[Start of section]

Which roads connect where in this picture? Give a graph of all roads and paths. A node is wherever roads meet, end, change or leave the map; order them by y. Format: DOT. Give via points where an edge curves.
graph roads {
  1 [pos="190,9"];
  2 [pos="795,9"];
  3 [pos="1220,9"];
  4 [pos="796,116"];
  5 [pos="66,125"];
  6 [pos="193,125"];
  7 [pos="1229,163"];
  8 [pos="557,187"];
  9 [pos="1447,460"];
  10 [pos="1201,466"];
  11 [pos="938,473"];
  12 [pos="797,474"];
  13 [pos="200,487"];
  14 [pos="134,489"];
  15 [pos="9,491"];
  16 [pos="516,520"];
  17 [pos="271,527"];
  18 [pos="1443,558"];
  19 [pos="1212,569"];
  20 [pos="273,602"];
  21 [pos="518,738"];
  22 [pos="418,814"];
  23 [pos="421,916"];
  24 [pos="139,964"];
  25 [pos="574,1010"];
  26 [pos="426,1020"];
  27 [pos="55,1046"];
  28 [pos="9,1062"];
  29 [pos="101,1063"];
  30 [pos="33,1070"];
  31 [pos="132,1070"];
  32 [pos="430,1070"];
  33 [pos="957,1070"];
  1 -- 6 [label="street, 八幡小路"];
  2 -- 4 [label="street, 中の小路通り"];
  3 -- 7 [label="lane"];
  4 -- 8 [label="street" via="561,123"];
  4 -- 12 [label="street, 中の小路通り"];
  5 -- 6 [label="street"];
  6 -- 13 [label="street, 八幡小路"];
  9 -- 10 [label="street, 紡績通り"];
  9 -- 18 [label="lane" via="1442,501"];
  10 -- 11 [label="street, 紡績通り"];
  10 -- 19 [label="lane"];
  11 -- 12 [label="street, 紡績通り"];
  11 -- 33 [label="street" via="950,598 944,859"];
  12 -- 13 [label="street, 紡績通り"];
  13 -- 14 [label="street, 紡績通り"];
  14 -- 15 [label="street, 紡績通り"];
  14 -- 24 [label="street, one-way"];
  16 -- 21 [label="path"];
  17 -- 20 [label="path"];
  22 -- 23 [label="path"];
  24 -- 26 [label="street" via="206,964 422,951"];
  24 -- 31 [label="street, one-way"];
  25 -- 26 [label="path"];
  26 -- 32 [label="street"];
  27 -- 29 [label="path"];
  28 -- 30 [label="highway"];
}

[End of section]

| EXERCISE |
Report every line of the records that contains the word "紡績通り".

| WRITTEN REPLY |
  9 -- 10 [label="street, 紡績通り"];
  10 -- 11 [label="street, 紡績通り"];
  11 -- 12 [label="street, 紡績通り"];
  12 -- 13 [label="street, 紡績通り"];
  13 -- 14 [label="street, 紡績通り"];
  14 -- 15 [label="street, 紡績通り"];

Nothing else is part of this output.